L’opéra­tion « colère de l’E­uphrate » se pour­suit. Les efforts des forces démoc­ra­tiques syri­ennes se por­tent sur les ter­ri­toires situés à l’est de Raqqa, pour lui couper toute forme d’ap­pro­vi­sion­nement depuis la ville de Deir Azzor.

Au dernier bilan des opéra­tions, un bilan com­mu­niqué dimanche dernier par le porte-parole des FDS, le colonel Talal Ali Silo, les FDS ont repris au Daesh lors de la troisième phase de l’opéra­tion « colère de l’E­uphrate », plus de 700km car­rés de ter­res dans les cam­pagnes situées au nord-est de la ville de Raqqa.

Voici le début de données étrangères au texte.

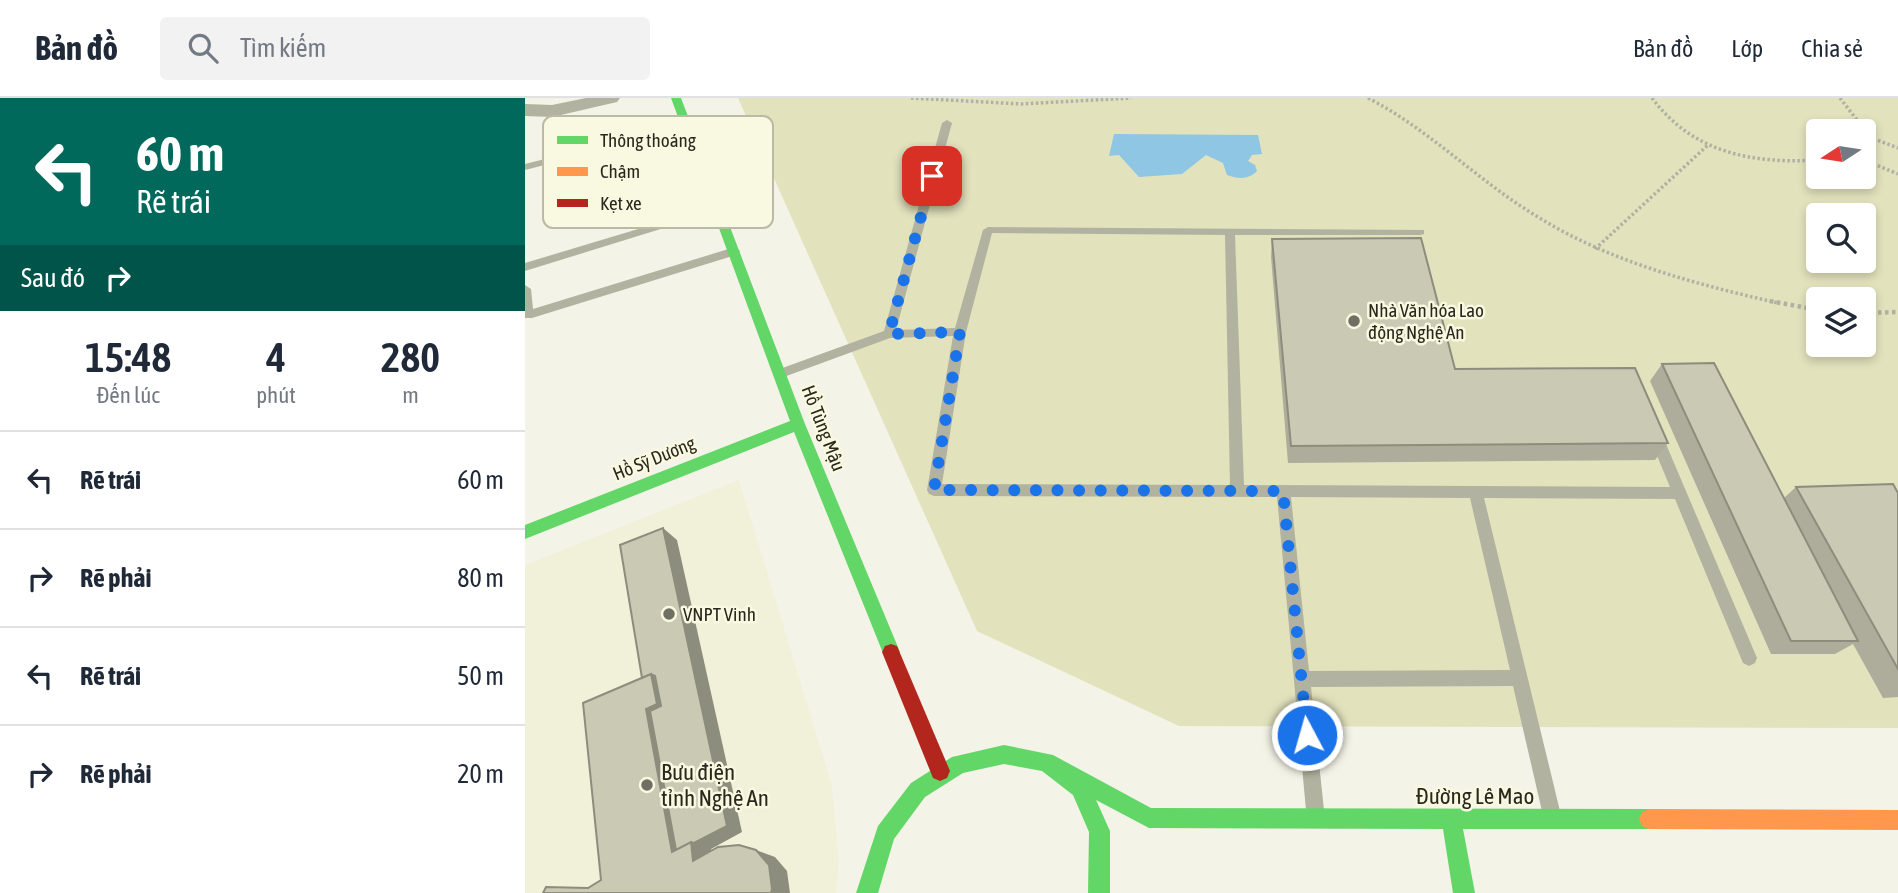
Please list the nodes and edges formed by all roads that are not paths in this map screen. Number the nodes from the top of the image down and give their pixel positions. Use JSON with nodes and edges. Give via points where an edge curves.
{"nodes":[{"id":1,"x":611,"y":98,"type":"edge"},
{"id":2,"x":677,"y":98,"type":"edge"},
{"id":3,"x":525,"y":110,"type":"edge"},
{"id":4,"x":683,"y":116,"type":"edge"},
{"id":5,"x":947,"y":123,"type":"dead end"},
{"id":6,"x":543,"y":162,"type":"edge"},
{"id":7,"x":525,"y":167,"type":"edge"},
{"id":8,"x":653,"y":228,"type":"edge"},
{"id":9,"x":726,"y":228,"type":"edge"},
{"id":10,"x":1230,"y":231,"type":"junction"},
{"id":11,"x":1420,"y":232,"type":"dead end"},
{"id":12,"x":735,"y":251,"type":"junction"},
{"id":13,"x":525,"y":267,"type":"edge"},
{"id":14,"x":525,"y":289,"type":"edge"},
{"id":15,"x":960,"y":332,"type":"junction"},
{"id":16,"x":889,"y":334,"type":"junction"},
{"id":17,"x":781,"y":373,"type":"junction"},
{"id":18,"x":1648,"y":417,"type":"edge"},
{"id":19,"x":798,"y":424,"type":"junction"},
{"id":20,"x":1237,"y":491,"type":"junction"},
{"id":21,"x":1283,"y":491,"type":"junction"},
{"id":22,"x":1476,"y":492,"type":"junction"},
{"id":23,"x":1678,"y":493,"type":"junction"},
{"id":24,"x":525,"y":532,"type":"edge"},
{"id":25,"x":1749,"y":658,"type":"dead end"},
{"id":26,"x":1521,"y":678,"type":"junction"},
{"id":27,"x":1301,"y":679,"type":"junction"},
{"id":28,"x":940,"y":771,"type":"junction"},
{"id":29,"x":1063,"y":772,"type":"junction"},
{"id":30,"x":1316,"y":818,"type":"junction"},
{"id":31,"x":1451,"y":819,"type":"junction"},
{"id":32,"x":1553,"y":820,"type":"junction"},
{"id":33,"x":1898,"y":820,"type":"edge"},
{"id":34,"x":867,"y":893,"type":"edge"},
{"id":35,"x":1099,"y":893,"type":"edge"},
{"id":36,"x":1464,"y":893,"type":"edge"}],
"edges":[{"from":1,"to":3,"type":"street","via":[[552,111]]},
{"from":2,"to":4,"type":"main road","name":"Hồ Tùng Mậu"},
{"from":5,"to":16,"type":"lane"},
{"from":6,"to":7,"type":"lane"},
{"from":8,"to":13,"type":"lane"},
{"from":9,"to":12,"type":"main road","name":"Hồ Tùng Mậu"},
{"from":10,"to":11,"type":"lane"},
{"from":10,"to":15,"type":"lane","via":[[988,230]]},
{"from":10,"to":20,"type":"lane"},
{"from":12,"to":14,"type":"lane","via":[[528,315]]},
{"from":12,"to":17,"type":"main road","name":"Hồ Tùng Mậu"},
{"from":15,"to":16,"type":"lane"},
{"from":15,"to":20,"type":"lane","via":[[934,490]]},
{"from":16,"to":17,"type":"lane"},
{"from":17,"to":19,"type":"main road","name":"Hồ Tùng Mậu"},
{"from":18,"to":23,"type":"lane"},
{"from":19,"to":24,"type":"main road","name":"Hồ Sỹ Dương"},
{"from":19,"to":28,"type":"main road","name":"Hồ Tùng Mậu"},
{"from":20,"to":21,"type":"lane"},
{"from":21,"to":22,"type":"lane"},
{"from":21,"to":27,"type":"lane"},
{"from":22,"to":23,"type":"lane"},
{"from":22,"to":26,"type":"lane"},
{"from":23,"to":25,"type":"lane"},
{"from":26,"to":27,"type":"lane"},
{"from":26,"to":32,"type":"lane"},
{"from":27,"to":30,"type":"lane"},
{"from":28,"to":29,"type":"main road","name":"Đường Lê Mao","via":[[974,756],[1006,752],[1036,757]]},
{"from":28,"to":34,"type":"main road","name":"Đường Lê Mao","via":[[913,792],[890,822],[874,858]]},
{"from":29,"to":30,"type":"main road","name":"Đường Lê Mao","via":[[1149,818]]},
{"from":29,"to":35,"type":"main road","via":[[1086,798],[1098,827],[1103,863]]},
{"from":30,"to":31,"type":"main road","name":"Đường Lê Mao"},
{"from":31,"to":32,"type":"main road","name":"Đường Lê Mao"},
{"from":31,"to":36,"type":"main road"},
{"from":32,"to":33,"type":"main road","name":"Đường Lê Mao"}]}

98 vil­lages ont été libérés. 124 mem­bres de Daesh ont été tués et de nom­breux autres blessés.
Les forces démoc­ra­tiques sont main­tenant aux portes de la ville de Raqqa. Elles sont soutenues par les avions de la coali­tion menée par les Etats-Unis ain­si que par des troupes au sol.
Lors des com­bats, 13 mem­bres des FDS ont mal­heureuse­ment per­du la vie.
Jeu­di, un sec­ond volet de la troisième phase des opéra­tions mil­i­taires pour libér­er Raqqa s’est ouvert, plus à l’est, depuis la région de Mekmen.
A mi-chemin entre la ville de Raqqa et celle de Hasaké, les FDS ont repris les vil­lages de Siyad et de Has­san Zeid. Cette colonne doit percer les posi­tions du daesh afin de repren­dre les ter­res situées à prox­im­ité de Deir Azzor, ce qui per­me­t­tra d’isol­er com­plète­ment le Daesh de ses autres posi­tions. Les com­bat­tants du con­seil mil­i­taire de Deir Azzor ont d’ailleurs pris part dans cette nou­velle offen­sive, qui per­me­t­tra en même temps de libér­er leur ville du Daesh.
Et puis, ce jeu­di tou­jours, 165 nou­veaux com­bat­tants arabes orig­i­naires de Raqqa ont été diplômés de l’a­cadémie mil­i­taire Abu Ley­la, en présence de com­man­dants des FDS et de représen­tants de la tribu des El-Fedan.
Après avoir prêté ser­ment, les nou­veaux com­bat­tants des FDS ont rejoint leurs nou­velles posi­tions sur la ligne de front de Raqqa.

RAQQA
ANALYSE
Quels sont les enjeux de la bataille de Raqqa ? Quelles seront les con­séquences de la libéra­tion de cette ville pour l’avenir de la révo­lu­tion en cours en Syrie ? Voici quelques élé­ments d’analyse.
Cela fait plus de trois ans que le Daesh con­sid­ère Raqqa comme sa cap­i­tale. C’est la plus grande ville sur la rive ori­en­tale de l’Euphrate. Avant l’occupation du Daesh, il y avait à Raqqa, comme dans tant d’autres villes de Syrie, une mosaïque de peu­ples et de croyances.
Aujourd’hui, des mil­liers de jeunes hommes et de jeunes femmes orig­i­naires de Raqqa ont rejoint les forces démoc­ra­tiques syri­ennes pour libér­er leur ville. Cette présence de plus en plus impor­tante d’éléments com­bat­tants qui ne sont pas kur­des au sein des FDS est un gage de légitim­ité de cette force mil­i­taire appelée à devenir un jour la nou­velle armée nationale syrienne.
Les chefs trib­aux locaux et la pop­u­la­tion atten­dent énor­mé­ment de ces com­bat­tants de la lib­erté. La nou­velle admin­is­tra­tion améri­caine con­tin­ue égale­ment d’apporter son sou­tien mil­i­taire pour con­tribuer au suc­cès crois­sant des unités FDS.
La libéra­tion de Raqqa sera un coup fatal au Daesh. Et la fin du règne de la ter­reur dans cette ville mar­quera aus­si les fon­da­tions d’une Syrie démoc­ra­tique et fédérale. Ce sera une Syrie qui garan­ti­ra la lib­erté du Rojava.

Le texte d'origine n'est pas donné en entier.